That’s if Twitter’s latest acquisition, Fabula AI, is anything to go by.

According to Twitter’s acquisition statement, the UK-based company’s specialty is helping spot fake news.

Twitter has already invested in machine learning companies, such as Madbits and Whetlab, the report observed – but what makes Fabula AI special is that its tech is all about “fighting the spread of misinformation online.”

Fabula AI is a startup was set up just when the market demand for services it offers was spiking: 2018. This was two years after the previous, and two years before the next US election – that event which sparked the “fake news” narrative. And this point is not lost on VentureBeat, who notes that with the 2020 ballot, social media companies “will be under intense scrutiny for their handling of fake news.”

And this is “partly” why Twitter is now spending money on AI-based tech as a means of moderation, including this latest deal, the details of which have not been revealed. Twitter’s Sandeep Pandey, who is in charge of the operation, was, as expected, vague when it comes to the way they will proceed: his group will “work towards finding new ways” to use machine learning in such areas as natural language processing and recommendations systems.

Almost as an afterthought, it is added that machine learning ethics will also be a part of this effort to “work toward finding new ways.”

It seems clear that the common goal of social media giants should be to invest whatever trusted, unbiased, efficient, and accountable methods may be needed to secure that misinformation is not being spread online – but instead, Twitter had decided to rely on AI.

“Machine learning plays a key role in powering Twitter and our purpose of serving the public conversation,” Twitter CTO Parag Agrawal spelled it out.

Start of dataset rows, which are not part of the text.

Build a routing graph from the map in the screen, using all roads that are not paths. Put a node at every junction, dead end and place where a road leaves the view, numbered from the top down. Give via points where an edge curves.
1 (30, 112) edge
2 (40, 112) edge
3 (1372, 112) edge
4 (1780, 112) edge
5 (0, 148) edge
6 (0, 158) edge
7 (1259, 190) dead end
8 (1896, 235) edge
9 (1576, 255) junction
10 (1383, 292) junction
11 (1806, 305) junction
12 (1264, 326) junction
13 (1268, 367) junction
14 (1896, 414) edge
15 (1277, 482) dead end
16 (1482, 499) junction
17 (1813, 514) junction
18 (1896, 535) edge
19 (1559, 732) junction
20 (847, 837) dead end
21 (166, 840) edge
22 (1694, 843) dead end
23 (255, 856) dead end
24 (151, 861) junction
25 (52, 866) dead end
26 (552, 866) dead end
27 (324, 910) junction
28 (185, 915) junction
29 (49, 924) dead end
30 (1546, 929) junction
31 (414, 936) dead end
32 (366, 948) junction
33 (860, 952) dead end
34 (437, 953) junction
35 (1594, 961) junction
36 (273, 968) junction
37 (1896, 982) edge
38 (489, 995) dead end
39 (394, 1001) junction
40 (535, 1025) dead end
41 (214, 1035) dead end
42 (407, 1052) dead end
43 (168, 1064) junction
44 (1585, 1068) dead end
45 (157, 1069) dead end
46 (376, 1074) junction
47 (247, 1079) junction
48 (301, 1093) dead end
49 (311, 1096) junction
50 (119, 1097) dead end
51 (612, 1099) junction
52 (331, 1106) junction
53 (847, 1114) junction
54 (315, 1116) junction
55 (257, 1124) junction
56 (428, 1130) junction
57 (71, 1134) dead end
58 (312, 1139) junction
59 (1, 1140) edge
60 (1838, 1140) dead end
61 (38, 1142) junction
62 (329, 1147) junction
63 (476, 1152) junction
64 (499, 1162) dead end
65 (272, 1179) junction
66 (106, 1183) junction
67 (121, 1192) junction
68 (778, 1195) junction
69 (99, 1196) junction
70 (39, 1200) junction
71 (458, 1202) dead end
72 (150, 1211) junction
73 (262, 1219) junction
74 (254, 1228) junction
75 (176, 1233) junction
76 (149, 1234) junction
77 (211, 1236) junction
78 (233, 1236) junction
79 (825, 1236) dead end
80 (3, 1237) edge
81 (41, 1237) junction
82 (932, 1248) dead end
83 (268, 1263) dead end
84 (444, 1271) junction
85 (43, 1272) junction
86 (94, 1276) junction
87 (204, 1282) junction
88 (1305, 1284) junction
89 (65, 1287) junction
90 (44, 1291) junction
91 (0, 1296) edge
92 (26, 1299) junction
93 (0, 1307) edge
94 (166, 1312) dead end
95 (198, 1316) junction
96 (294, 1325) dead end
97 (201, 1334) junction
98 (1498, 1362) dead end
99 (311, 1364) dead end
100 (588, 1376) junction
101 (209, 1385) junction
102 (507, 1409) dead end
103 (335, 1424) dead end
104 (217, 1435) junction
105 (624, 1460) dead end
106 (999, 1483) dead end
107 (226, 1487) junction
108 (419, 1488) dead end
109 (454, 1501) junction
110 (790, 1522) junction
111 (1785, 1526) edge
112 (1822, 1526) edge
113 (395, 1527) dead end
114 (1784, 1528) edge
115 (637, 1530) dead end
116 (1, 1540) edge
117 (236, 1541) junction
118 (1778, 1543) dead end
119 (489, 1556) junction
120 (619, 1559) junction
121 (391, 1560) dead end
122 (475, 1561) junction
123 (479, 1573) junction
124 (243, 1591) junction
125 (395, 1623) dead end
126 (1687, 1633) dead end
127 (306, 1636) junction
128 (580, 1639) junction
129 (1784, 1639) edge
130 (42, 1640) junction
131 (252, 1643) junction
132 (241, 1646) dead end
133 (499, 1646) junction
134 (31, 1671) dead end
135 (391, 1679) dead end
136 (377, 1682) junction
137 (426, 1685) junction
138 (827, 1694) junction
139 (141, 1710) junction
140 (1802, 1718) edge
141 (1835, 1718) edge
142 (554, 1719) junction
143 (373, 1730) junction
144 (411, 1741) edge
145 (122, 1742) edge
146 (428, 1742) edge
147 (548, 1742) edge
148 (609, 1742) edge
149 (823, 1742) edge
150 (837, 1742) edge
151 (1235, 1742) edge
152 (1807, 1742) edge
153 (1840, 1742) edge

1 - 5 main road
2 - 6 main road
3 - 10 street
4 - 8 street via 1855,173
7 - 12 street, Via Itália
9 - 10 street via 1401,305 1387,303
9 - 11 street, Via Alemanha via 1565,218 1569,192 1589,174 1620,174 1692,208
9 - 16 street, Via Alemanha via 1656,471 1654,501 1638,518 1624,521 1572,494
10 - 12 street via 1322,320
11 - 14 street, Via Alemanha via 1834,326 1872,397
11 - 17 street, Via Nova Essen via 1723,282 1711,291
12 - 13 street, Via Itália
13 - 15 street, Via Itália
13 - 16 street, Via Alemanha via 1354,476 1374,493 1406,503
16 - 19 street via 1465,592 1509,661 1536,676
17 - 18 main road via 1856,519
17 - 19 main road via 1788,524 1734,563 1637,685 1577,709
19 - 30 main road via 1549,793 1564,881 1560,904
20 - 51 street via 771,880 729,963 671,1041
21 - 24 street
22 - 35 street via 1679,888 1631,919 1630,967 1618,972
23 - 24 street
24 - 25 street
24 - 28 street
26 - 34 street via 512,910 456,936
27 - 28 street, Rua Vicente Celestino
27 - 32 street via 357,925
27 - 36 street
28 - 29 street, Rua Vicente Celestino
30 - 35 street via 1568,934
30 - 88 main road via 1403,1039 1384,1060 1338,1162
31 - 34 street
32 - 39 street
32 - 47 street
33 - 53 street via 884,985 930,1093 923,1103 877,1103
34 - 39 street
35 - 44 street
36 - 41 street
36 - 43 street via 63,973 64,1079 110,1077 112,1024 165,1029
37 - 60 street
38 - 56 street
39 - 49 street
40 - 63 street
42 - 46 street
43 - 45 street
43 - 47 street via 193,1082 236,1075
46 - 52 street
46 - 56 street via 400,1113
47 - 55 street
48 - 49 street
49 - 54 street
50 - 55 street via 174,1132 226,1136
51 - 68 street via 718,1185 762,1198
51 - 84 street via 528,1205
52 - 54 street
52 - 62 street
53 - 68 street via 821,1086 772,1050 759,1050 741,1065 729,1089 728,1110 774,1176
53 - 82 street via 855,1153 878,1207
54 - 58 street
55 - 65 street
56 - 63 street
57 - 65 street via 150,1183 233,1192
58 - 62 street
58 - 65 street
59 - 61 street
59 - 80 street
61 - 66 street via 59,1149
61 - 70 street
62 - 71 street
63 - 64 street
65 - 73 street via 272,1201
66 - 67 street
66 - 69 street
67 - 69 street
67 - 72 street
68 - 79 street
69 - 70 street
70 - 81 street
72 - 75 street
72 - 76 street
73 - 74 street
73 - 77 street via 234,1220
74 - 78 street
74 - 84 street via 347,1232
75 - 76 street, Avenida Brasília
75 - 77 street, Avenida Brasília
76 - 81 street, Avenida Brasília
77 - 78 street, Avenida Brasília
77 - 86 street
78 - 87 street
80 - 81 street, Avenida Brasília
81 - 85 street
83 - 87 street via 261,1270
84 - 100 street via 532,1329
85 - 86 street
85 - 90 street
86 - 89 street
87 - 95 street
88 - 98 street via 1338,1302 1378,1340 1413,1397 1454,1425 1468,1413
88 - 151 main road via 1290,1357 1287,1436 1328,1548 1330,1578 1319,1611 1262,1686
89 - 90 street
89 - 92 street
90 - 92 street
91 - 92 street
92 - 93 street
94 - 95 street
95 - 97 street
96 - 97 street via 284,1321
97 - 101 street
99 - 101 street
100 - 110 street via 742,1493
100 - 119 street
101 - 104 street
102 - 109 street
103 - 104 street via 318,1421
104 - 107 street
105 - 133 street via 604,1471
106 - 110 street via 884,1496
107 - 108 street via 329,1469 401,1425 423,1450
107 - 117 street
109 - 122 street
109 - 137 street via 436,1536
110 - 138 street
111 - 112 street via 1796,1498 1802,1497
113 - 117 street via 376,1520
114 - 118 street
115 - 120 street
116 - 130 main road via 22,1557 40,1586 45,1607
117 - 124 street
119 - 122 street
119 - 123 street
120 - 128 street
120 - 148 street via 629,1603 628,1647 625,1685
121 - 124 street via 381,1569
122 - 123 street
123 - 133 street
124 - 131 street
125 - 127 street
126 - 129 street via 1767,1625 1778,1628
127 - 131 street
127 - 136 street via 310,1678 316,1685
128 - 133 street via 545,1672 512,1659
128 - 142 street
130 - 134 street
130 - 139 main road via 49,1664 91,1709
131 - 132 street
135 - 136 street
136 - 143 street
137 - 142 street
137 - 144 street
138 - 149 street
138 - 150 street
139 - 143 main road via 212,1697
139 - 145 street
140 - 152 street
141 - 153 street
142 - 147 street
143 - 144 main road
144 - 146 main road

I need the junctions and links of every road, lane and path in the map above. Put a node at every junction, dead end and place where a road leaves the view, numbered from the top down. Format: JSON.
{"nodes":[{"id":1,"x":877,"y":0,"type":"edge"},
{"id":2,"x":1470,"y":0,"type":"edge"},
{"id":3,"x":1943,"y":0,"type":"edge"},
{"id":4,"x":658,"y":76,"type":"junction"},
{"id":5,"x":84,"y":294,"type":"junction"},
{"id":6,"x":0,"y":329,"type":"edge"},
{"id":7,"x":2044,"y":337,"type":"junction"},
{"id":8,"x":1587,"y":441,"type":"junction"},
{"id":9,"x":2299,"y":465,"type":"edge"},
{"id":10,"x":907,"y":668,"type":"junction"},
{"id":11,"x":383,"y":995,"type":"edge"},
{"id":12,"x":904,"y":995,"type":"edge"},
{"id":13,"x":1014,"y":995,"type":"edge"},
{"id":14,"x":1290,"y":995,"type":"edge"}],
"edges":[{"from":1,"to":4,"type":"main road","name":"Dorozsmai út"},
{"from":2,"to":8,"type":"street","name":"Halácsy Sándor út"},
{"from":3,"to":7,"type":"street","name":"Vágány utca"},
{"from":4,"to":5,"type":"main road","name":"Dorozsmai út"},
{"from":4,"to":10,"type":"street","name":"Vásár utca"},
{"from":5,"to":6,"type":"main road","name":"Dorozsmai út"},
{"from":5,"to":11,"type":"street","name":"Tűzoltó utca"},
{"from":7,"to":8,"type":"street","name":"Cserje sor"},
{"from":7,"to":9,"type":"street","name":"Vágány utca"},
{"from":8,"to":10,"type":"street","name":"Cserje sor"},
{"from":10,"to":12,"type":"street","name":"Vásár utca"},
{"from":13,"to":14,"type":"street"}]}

That is the case even if, time and again, this method has proven itself to not be even close to the level of sophistication that would justify employing it in such a sensitive and potentially damaging operation like telling where real news ends, and misinformation begins. And these shortcomings bring with them the real risk of censorship.

Talk about endangering a democracy.

If you’re tired of censorship and surveillance, subscribe to Reclaim The Net.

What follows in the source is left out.